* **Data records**

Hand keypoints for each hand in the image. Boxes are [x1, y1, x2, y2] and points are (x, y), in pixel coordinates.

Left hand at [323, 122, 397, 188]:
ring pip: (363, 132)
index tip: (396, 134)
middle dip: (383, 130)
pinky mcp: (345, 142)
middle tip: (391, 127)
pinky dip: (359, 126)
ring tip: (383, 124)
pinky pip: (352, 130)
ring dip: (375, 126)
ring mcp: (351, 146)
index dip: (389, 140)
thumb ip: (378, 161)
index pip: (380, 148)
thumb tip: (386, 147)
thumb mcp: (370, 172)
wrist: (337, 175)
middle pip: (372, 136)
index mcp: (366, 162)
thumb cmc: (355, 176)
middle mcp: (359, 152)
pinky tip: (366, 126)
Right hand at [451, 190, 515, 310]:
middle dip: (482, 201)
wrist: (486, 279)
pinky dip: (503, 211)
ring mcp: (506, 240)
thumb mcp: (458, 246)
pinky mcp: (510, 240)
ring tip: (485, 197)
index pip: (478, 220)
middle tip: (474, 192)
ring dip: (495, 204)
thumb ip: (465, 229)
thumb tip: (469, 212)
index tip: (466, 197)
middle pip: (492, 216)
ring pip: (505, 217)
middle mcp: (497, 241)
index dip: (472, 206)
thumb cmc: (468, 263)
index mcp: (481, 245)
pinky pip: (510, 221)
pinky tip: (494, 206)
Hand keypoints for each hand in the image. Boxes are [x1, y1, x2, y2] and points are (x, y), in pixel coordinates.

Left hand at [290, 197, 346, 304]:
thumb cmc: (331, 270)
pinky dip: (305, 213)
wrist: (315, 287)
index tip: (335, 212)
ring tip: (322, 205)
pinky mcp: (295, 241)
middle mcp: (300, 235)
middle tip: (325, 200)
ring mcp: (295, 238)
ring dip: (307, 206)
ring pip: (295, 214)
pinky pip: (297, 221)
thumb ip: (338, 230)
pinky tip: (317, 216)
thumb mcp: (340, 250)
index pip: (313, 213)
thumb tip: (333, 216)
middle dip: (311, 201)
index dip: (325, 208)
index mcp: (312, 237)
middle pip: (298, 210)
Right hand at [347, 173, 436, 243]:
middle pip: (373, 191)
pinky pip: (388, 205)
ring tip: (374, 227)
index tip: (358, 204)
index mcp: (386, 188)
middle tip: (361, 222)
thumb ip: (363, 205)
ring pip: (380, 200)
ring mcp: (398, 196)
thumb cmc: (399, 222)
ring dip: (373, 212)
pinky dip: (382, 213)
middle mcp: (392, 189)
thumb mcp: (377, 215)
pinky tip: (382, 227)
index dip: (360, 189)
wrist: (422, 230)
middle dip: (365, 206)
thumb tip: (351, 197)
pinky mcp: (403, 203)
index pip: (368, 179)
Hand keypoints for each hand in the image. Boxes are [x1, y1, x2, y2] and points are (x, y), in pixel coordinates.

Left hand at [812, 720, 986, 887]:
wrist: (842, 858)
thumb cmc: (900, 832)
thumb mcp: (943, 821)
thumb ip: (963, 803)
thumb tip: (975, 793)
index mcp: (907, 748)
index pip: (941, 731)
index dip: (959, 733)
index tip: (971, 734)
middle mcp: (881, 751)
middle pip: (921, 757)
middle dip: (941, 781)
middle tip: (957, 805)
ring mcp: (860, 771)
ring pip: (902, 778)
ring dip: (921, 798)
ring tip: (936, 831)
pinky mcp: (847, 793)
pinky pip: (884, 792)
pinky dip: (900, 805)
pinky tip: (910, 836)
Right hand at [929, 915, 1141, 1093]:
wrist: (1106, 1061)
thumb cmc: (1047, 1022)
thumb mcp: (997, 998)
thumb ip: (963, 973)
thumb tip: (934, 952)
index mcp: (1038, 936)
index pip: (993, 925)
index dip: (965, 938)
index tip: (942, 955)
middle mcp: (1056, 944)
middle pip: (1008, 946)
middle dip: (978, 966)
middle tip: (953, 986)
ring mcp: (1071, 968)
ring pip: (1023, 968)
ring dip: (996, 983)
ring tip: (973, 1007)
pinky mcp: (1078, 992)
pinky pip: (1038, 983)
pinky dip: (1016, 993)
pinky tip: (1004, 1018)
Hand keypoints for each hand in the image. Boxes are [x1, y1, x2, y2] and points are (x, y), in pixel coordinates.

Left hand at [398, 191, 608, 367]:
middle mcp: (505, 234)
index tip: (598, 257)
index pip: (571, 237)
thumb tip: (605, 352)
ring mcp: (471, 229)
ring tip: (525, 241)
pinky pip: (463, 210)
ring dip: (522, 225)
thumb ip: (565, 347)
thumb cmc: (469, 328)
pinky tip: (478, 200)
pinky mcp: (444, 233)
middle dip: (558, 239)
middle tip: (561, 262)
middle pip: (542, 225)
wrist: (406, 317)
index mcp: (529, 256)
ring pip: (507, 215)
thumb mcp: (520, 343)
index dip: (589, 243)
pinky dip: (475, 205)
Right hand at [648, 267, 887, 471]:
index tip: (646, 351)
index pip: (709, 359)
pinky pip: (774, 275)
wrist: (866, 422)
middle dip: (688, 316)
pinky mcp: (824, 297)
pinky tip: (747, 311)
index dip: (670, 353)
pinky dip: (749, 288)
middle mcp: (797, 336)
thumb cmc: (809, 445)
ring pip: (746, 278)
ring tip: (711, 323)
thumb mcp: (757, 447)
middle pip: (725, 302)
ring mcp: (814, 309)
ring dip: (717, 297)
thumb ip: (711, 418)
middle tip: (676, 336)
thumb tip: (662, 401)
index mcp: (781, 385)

* **Your instructions**
Write out, exactly as given, the line containing "ring dip: (522, 225)" and every line after it to the end of the records. Include nothing else.

* **Response for this exercise**
ring dip: (522, 225)
thumb ip: (565, 347)
thumb cmc: (469, 328)
pinky tip: (478, 200)
pinky mcp: (444, 233)
middle dip: (558, 239)
middle tip: (561, 262)
middle pip: (542, 225)
wrist: (406, 317)
index mcp: (529, 256)
ring pip: (507, 215)
thumb mcp: (520, 343)
index dip: (589, 243)
pinky dip: (475, 205)
Right hand at [648, 267, 887, 471]:
index tip: (646, 351)
index pip: (709, 359)
pinky pip: (774, 275)
wrist: (866, 422)
middle dip: (688, 316)
pinky mcp: (824, 297)
pinky tip: (747, 311)
index dip: (670, 353)
pinky dip: (749, 288)
middle mcp: (797, 336)
thumb cmc: (809, 445)
ring pip: (746, 278)
ring tip: (711, 323)
thumb mcp: (757, 447)
middle pip: (725, 302)
ring mcp: (814, 309)
ring dip: (717, 297)
thumb ip: (711, 418)
middle tip: (676, 336)
thumb tip: (662, 401)
index mcp: (781, 385)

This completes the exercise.